Stand alone versus grid connected solar power systems

You’ve probably run into the terms “stand alone” and “grid connected” in the context of solar panel systems. These are important terms that define how the power you collect from the sun is transferred to your home. So what do these terms mean and which is better?

Let’s start out with grid connected systems. As the name implies, grid connected systems are connected to the local power grid allowing surplus energy collected by the panels to feed back into the grid. For example, if your family is on vacation on a sunny day and the lights and air conditioning are off in your home, you’re going to produce more energy than your house uses and that power will go into the grid. Energy companies will then deduct this power from your energy bill. When your house requires more power than the solar panels are collecting, that power is supplied by the grid. Furthermore, grid connected systems don’t store power; therefore, during the night, the power grid supplies 100% of the power.

In contrast, stand alone solar power systems aren’t connected to the power grid. Instead, they store power in the form of batteries, which are then fed directly into your house.

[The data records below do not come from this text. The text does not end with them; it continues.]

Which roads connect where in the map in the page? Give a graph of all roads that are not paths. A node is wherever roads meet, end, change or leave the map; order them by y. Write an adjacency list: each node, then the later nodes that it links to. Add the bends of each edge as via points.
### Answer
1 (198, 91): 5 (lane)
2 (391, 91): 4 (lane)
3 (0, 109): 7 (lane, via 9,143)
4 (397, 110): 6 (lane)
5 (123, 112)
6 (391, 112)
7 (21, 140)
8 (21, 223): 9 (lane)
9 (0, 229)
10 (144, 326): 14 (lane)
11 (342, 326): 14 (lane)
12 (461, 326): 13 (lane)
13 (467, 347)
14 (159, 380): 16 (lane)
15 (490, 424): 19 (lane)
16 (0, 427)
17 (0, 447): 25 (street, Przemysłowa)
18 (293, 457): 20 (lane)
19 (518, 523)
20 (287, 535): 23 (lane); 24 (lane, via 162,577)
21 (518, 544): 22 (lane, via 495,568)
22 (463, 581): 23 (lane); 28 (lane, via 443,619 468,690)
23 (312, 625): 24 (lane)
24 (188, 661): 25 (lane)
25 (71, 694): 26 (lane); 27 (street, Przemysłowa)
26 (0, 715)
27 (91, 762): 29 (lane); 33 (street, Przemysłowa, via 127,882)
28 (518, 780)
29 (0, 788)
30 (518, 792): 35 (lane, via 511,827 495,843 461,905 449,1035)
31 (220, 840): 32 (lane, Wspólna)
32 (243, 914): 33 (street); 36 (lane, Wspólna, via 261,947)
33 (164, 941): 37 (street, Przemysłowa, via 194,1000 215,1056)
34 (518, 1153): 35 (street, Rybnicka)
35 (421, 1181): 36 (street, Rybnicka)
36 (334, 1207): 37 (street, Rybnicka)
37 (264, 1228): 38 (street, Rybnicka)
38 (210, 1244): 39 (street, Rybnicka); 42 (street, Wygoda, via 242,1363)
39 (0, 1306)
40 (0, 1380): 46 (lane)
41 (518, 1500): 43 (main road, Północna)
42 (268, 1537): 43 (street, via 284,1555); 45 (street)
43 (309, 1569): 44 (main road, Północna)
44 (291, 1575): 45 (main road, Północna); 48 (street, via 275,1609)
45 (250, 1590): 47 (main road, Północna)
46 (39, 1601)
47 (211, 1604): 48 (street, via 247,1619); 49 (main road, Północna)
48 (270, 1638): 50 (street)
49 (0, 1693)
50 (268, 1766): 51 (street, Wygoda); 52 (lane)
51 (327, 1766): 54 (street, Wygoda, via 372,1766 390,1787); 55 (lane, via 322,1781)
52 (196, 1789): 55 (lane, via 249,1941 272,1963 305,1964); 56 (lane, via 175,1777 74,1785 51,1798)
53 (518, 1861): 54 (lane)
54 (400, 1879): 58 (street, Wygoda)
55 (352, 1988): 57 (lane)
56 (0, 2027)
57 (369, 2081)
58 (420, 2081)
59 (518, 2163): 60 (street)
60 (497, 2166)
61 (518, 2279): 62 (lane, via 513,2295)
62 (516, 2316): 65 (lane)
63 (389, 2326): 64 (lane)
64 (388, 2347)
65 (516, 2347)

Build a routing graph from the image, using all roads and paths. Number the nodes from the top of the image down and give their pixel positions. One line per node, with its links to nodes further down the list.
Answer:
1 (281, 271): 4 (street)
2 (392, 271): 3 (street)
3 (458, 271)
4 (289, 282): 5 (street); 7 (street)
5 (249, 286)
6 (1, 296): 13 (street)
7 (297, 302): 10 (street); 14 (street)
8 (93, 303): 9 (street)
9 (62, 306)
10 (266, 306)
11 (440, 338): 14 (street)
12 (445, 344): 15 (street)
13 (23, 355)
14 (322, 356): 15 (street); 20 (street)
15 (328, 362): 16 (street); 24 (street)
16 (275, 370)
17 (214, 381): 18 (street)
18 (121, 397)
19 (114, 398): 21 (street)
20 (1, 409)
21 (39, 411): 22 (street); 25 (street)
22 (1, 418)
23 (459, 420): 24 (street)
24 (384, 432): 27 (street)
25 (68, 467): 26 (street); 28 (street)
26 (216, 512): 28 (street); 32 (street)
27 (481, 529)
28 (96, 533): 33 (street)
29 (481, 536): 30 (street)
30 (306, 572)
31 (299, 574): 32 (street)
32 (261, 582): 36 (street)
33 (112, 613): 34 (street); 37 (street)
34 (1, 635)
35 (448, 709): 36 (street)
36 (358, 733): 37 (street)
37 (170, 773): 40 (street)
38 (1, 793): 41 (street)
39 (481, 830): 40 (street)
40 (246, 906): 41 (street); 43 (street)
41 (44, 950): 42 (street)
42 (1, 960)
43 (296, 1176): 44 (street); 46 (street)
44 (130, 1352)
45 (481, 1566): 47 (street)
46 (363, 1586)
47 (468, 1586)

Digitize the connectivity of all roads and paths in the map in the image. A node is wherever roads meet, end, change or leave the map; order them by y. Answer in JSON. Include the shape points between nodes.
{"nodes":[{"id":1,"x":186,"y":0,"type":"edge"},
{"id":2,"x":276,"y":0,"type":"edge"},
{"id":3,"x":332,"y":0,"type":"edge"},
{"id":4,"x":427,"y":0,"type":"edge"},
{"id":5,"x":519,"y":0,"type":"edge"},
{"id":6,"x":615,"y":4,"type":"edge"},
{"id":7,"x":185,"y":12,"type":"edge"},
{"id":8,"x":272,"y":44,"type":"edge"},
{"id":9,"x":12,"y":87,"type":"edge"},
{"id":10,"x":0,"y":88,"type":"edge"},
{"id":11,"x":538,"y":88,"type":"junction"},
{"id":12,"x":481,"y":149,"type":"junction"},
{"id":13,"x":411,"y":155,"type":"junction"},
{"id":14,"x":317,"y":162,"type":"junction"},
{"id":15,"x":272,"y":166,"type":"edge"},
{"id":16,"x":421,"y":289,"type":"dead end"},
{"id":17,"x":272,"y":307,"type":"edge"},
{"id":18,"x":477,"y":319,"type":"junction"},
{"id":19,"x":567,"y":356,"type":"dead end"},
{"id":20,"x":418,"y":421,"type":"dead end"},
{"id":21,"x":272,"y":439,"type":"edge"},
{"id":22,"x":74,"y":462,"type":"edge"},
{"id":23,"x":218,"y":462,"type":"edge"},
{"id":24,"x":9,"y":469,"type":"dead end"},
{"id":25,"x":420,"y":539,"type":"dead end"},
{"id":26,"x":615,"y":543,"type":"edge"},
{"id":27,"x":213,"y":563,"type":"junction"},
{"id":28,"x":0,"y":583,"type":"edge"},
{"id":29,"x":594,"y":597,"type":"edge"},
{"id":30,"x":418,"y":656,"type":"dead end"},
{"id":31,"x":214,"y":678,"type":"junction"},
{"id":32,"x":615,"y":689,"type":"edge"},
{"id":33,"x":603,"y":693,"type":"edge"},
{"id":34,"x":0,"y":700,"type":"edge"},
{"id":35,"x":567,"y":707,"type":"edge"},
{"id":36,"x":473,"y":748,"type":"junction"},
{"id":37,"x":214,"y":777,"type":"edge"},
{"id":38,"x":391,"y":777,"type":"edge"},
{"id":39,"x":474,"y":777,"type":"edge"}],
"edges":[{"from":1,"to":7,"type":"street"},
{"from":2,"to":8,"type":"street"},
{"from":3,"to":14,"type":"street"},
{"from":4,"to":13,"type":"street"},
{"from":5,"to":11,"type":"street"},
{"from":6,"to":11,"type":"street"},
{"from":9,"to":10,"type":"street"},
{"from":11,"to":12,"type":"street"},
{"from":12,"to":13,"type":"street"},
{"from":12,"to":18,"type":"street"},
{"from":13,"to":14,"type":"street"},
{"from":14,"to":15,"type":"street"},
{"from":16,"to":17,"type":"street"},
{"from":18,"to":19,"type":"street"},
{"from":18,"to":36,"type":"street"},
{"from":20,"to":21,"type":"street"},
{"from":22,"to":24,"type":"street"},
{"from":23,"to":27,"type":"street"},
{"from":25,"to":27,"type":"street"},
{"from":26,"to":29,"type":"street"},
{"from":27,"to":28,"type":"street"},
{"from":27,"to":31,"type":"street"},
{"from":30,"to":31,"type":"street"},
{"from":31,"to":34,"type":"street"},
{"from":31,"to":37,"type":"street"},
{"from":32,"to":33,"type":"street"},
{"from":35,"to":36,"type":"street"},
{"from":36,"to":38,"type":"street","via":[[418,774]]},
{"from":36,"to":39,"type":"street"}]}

Stand alone system’s independence from the power grid make them an attractive and popular option for remote houses where power grids are not available. However, if you’ve recently bought a pack of batteries you know that they’re not cheap. The high cost of batteries is the principle reason stand alone systems are so expensive.

Due to the high cost of stand alone systems, grid connected systems have become far more popular than stand alone systems in the last five years. It’s possible that stand alone systems will become more popular as the price of batteries decreases but until that happens, grid connected systems will remain the more popular option for buildings on the grid.